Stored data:
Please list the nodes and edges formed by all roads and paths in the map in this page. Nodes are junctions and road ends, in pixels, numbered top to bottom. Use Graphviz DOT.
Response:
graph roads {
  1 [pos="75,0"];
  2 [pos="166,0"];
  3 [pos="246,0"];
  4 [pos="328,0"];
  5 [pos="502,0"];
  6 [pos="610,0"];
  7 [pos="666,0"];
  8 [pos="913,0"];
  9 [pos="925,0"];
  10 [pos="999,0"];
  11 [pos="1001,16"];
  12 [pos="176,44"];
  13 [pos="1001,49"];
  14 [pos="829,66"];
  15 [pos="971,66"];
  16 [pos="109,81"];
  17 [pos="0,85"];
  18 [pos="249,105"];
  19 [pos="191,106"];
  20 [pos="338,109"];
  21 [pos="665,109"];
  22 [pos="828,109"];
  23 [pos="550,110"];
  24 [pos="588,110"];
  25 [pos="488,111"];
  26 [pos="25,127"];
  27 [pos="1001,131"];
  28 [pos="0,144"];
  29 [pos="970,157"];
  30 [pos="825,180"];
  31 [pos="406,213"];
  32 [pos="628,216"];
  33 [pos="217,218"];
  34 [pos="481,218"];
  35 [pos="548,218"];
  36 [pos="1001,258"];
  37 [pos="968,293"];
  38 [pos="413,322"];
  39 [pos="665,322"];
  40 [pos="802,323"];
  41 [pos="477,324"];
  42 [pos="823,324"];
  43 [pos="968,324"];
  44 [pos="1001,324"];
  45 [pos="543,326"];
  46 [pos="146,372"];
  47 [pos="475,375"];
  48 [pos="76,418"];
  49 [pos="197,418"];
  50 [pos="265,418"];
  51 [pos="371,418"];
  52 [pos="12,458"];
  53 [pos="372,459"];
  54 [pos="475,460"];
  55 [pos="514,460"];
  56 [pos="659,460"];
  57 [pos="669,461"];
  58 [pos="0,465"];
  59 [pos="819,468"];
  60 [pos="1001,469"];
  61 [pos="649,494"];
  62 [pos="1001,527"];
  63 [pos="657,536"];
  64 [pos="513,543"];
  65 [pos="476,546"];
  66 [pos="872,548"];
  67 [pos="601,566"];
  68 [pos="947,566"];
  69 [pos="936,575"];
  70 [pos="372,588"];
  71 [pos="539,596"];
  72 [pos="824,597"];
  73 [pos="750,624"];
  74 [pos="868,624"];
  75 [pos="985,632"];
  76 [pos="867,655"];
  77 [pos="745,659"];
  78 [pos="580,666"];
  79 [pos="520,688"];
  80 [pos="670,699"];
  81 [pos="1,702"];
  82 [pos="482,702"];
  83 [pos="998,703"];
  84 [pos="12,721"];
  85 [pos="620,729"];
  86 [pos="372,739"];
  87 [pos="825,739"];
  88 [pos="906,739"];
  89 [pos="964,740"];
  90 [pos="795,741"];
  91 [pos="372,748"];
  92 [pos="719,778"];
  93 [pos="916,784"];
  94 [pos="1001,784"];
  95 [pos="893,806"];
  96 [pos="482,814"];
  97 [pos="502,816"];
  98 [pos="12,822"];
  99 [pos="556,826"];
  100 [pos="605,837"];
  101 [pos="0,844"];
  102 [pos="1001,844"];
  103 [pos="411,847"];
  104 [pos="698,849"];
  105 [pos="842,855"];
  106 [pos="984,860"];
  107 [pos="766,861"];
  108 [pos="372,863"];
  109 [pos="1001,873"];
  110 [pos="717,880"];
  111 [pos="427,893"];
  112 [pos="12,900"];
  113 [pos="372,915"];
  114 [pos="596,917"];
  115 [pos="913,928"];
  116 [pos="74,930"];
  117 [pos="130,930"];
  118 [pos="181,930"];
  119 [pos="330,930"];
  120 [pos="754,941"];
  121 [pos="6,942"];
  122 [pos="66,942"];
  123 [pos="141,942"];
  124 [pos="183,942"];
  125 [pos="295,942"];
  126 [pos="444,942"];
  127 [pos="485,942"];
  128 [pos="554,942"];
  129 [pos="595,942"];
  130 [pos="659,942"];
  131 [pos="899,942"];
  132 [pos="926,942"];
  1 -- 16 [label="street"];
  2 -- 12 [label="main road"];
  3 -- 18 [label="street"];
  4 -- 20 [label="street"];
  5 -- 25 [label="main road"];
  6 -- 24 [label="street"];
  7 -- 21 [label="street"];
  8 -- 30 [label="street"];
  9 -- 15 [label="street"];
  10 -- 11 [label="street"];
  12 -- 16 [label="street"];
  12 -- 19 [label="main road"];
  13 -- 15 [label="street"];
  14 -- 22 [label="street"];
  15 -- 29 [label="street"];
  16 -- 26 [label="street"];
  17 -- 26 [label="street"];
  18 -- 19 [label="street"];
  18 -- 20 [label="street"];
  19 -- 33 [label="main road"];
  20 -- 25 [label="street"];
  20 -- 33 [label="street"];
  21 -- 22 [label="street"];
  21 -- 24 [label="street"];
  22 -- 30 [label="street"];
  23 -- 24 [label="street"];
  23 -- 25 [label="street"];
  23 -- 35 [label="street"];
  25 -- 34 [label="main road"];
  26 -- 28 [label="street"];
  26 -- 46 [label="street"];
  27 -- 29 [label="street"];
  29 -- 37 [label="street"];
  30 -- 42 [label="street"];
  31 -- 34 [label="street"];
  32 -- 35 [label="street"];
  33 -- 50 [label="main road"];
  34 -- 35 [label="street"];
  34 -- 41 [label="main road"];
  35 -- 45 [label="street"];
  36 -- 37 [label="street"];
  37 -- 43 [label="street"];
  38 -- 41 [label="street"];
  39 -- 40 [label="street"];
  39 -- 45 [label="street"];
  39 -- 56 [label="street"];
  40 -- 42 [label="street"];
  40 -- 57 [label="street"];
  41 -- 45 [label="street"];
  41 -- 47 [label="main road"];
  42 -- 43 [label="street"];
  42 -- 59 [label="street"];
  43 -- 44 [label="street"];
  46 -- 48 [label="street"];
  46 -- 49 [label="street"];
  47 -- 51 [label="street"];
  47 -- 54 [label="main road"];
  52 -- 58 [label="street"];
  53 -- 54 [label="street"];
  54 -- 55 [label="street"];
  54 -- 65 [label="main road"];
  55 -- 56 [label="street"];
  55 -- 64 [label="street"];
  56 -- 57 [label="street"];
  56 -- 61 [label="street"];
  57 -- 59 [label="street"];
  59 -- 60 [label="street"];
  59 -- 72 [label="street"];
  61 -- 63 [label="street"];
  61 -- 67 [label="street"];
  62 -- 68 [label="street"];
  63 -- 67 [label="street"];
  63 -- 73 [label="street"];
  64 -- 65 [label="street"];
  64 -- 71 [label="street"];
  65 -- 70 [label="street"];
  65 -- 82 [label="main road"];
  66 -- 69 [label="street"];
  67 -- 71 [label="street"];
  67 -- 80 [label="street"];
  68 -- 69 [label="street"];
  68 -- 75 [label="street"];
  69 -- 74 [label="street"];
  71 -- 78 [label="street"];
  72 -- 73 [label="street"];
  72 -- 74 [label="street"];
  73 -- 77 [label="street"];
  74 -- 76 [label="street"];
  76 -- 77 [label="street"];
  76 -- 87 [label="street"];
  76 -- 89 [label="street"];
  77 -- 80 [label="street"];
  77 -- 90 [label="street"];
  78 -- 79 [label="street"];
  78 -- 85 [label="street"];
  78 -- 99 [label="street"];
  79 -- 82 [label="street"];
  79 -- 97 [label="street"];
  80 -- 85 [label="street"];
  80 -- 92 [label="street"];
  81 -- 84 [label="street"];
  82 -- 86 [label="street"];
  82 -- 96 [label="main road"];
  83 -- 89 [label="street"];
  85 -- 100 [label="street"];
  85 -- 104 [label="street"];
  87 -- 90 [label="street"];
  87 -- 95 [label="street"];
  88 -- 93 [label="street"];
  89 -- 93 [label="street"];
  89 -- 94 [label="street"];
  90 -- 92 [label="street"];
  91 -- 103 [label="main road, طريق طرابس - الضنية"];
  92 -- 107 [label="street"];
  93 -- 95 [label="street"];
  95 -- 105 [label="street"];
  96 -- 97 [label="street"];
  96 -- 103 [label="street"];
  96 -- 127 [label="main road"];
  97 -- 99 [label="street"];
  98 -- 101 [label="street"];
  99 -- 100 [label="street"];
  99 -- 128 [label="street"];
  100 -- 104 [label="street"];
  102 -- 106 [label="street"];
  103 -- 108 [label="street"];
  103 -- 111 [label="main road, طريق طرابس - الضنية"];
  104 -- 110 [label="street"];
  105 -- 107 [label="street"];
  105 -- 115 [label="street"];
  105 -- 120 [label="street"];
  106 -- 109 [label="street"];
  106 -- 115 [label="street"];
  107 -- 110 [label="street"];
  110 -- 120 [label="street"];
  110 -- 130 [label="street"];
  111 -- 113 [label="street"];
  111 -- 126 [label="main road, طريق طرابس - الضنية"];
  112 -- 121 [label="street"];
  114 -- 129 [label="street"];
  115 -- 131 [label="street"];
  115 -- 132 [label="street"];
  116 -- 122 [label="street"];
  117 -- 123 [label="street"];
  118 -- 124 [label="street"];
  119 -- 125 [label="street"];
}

TASK PROMPT:
Respond with one number, the count of lines in the data that hold the string "الضنية".

OUTPUT FOR THIS TASK:
3